Published online Nov 15, 2019. doi: 10.4251/wjgo.v11.i11.1021
Peer-review started: May 23, 2019
First decision: July 31, 2019
Revised: September 3, 2019
Accepted: September 12, 2019
Article in press: September 13, 2019
Published online: November 15, 2019
Processing time: 179 Days and 4.1 Hours
Pancreatic adenocarcinoma is one of the leading causes of death from cancer in the world, and it carries a grim prognosis. Most patients are diagnosed with advanced disease, thus systemic chemotherapy plays a key role in treatment. 5-fluorouracil combination regimens may be considered in patients who have failed first-line gemcitabine-based chemotherapy. However, due to toxicity, these regimens are not considered for elderly patients or those with poor performance status.
Capecitabine has shown activity as a first-line treatment in patients with metastatic pancreatic cancer, with a relatively good response. Also, S-1 has shown favorable antitumor activity in several phase II studies in patients with metastatic pancreatic cancer. Thus, oral chemotherapy, such as capecitabine or S-1, can be a second-line treatment option for patients with poor performance status, due to less toxicity. However, until recently, few studies have compared the efficacy and toxicity of these two drugs.

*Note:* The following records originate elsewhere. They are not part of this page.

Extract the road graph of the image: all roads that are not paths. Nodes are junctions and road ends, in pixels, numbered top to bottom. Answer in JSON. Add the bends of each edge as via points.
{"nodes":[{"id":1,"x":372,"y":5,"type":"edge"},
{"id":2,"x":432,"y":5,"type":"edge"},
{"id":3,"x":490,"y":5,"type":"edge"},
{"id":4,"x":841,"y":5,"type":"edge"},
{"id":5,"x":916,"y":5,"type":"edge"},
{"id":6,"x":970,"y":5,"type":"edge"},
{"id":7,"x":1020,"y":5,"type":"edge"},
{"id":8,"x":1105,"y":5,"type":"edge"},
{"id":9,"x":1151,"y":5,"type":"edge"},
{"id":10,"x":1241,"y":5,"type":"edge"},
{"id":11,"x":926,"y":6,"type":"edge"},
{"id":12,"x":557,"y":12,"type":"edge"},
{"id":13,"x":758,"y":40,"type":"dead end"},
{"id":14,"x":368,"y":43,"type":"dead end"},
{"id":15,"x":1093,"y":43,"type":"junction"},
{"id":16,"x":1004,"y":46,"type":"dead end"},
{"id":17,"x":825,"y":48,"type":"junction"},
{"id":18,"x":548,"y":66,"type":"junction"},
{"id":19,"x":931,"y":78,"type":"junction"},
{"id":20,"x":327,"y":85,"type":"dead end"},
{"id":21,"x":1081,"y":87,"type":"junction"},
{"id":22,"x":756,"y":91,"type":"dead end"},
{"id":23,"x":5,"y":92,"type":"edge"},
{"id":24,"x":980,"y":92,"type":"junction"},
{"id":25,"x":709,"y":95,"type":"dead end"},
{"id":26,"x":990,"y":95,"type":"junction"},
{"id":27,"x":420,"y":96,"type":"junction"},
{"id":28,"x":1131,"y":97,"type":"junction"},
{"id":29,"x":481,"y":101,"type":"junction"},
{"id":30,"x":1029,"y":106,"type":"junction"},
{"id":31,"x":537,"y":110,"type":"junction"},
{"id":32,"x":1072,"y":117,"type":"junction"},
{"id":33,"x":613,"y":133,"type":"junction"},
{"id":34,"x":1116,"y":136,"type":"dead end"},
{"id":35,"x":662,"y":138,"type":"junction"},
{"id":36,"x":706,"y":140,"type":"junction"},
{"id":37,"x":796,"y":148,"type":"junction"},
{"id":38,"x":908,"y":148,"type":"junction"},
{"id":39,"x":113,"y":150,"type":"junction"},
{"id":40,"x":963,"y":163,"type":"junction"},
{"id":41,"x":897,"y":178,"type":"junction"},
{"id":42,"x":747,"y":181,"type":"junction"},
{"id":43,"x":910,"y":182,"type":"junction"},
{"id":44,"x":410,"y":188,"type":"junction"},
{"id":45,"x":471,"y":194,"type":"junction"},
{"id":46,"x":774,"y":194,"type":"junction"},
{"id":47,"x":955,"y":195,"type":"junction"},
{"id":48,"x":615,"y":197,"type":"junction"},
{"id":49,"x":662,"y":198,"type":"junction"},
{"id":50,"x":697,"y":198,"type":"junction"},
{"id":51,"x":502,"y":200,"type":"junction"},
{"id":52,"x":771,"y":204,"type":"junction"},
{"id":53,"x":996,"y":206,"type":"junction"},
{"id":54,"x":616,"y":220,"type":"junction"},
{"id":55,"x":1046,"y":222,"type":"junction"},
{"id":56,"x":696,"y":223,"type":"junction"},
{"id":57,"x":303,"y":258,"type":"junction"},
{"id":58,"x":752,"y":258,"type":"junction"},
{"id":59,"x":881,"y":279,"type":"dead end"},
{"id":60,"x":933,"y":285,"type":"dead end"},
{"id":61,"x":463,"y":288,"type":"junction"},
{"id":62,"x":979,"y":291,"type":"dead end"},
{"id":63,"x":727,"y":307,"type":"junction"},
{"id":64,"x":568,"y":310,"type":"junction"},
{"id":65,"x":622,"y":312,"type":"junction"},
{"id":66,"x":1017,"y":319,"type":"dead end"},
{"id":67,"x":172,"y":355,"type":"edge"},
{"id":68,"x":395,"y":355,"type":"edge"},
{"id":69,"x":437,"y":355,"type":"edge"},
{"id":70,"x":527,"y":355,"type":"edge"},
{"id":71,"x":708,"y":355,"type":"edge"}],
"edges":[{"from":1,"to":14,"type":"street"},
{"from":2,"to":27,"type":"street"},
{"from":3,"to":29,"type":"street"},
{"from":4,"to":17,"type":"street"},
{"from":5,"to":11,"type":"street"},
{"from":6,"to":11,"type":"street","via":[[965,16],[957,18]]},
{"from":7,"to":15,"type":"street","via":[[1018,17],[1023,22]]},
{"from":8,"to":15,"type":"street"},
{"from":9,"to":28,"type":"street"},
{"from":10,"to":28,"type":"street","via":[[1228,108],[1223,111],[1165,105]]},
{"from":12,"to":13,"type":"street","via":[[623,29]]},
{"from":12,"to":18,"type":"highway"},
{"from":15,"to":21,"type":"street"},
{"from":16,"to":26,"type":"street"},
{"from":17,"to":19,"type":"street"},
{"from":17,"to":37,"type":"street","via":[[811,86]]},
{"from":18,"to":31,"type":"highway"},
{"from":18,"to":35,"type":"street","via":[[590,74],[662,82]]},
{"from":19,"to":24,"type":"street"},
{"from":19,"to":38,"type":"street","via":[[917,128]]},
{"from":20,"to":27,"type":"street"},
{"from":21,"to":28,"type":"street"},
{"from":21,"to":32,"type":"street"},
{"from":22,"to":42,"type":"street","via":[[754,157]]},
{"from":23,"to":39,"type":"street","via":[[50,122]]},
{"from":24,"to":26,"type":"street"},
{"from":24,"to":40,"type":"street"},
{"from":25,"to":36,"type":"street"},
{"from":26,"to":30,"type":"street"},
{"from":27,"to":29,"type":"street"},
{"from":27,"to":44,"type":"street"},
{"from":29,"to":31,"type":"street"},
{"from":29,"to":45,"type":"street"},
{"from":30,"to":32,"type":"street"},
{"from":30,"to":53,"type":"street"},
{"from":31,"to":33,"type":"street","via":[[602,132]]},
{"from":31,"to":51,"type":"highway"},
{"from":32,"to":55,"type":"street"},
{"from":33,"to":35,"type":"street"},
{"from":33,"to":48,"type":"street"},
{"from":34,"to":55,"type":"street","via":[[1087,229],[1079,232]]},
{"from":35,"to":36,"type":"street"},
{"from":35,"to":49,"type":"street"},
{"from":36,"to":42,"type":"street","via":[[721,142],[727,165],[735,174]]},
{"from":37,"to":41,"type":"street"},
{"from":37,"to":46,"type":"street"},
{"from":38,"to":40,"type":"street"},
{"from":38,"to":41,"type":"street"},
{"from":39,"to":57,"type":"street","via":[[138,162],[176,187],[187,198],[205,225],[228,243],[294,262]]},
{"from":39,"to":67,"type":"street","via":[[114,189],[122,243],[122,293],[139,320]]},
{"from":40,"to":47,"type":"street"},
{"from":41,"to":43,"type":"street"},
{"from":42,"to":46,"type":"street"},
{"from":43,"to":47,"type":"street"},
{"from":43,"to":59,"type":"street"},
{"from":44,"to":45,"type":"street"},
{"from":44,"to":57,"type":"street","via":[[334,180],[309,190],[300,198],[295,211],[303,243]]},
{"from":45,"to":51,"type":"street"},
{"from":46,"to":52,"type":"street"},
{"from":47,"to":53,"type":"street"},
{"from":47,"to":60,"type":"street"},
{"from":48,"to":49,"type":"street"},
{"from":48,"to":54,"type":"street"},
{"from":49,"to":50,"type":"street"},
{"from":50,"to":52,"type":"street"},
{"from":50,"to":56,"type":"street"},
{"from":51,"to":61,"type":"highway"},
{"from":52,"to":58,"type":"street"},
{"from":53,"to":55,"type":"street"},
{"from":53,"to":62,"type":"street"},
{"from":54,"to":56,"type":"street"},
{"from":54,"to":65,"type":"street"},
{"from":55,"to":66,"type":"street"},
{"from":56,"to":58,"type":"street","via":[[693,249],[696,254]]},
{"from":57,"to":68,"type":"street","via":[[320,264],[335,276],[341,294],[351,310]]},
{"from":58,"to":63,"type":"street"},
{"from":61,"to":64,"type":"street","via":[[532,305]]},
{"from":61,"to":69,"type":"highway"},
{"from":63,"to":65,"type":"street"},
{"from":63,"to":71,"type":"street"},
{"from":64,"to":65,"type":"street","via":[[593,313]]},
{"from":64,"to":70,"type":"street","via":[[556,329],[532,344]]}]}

This study investigated the efficacy and toxicity of oral chemotherapy, with capecitabine or S-1 as the second-line treatment in patients with pancreatic cancer who have failed to gemcitabine-based therapy.
This study used a retrospective cohort analysis to compare efficacy and toxicity between capecitabine and S-1 in patients with gemcitabine-refractory pancreatic cancer. The survival outcomes of the two groups were compared through a Cox regression model, and displayed using Kaplan-Meier curve.
The objective response rates were similar in both groups with no statistical difference. The objective response rate in this study was consistent with the results of previous studies. There was no significant difference in the median overall survival between the two groups. Median progression-free survival was longer in the S-1 group than in the capecitabine group, however, differences in duration of response assessment of the two regimens may affect the results. Grade 3 or 4 toxicity was similar in both groups; however, hand-foot syndrome was more frequently observed in the capecitabine group.
Capecitabine and S-1 showed relatively favorable efficacy and low toxicity, which can be considered as a second-line treatment option for gemcitabine-refractory pancreatic cancer patients with poor performance status. Hand-foot syndrome was significantly less common in the S-1 group, thus S-1 may be considered in patients who have experienced intolerable hand-foot syndrome during capecitabine treatment.
Our study showed that oral chemotherapy can be considered as second-line treatment in patients with pancreatic cancer after gemcitabine failure. This study is a retrospective analysis with small sample size, thus further randomized prospective study are needed to confirm our preliminary results.